PROBLEM REQUIREMENTS: From the line containing "ring pip: (787, 903)" through the last line of the entries, set down every line exactly and add nothing.
Segment Open
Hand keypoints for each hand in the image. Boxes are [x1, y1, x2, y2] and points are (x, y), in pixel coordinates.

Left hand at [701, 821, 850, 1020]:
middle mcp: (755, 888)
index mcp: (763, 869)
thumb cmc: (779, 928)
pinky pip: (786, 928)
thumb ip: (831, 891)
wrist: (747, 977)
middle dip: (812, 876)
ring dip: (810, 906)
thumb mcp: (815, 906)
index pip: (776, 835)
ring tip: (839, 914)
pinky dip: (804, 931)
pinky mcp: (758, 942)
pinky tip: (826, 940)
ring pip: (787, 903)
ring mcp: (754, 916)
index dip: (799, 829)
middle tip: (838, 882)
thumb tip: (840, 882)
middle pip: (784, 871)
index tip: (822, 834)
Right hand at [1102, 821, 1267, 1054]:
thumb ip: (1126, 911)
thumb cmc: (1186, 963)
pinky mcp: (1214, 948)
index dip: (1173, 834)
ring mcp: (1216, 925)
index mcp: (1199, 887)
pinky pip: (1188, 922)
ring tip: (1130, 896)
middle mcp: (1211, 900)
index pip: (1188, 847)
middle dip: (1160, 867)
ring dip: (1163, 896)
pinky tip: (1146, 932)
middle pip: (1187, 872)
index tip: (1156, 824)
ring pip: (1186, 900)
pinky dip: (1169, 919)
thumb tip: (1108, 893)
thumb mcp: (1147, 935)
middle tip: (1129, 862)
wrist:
Segment Closed
RESPONSE:
ring pip: (787, 903)
ring mcp: (754, 916)
index dip: (799, 829)
middle tip: (838, 882)
thumb tip: (840, 882)
middle pip: (784, 871)
index tip: (822, 834)
Right hand at [1102, 821, 1267, 1054]:
thumb ip: (1126, 911)
thumb cmc: (1186, 963)
pinky mcp: (1214, 948)
index dip: (1173, 834)
ring mcp: (1216, 925)
index mcp: (1199, 887)
pinky pip: (1188, 922)
ring tip: (1130, 896)
middle mcp: (1211, 900)
index pip: (1188, 847)
middle dip: (1160, 867)
ring dip: (1163, 896)
pinky tip: (1146, 932)
middle pip: (1187, 872)
index tip: (1156, 824)
ring pip: (1186, 900)
pinky dip: (1169, 919)
thumb tip: (1108, 893)
thumb mcp: (1147, 935)
middle tip: (1129, 862)
wrist:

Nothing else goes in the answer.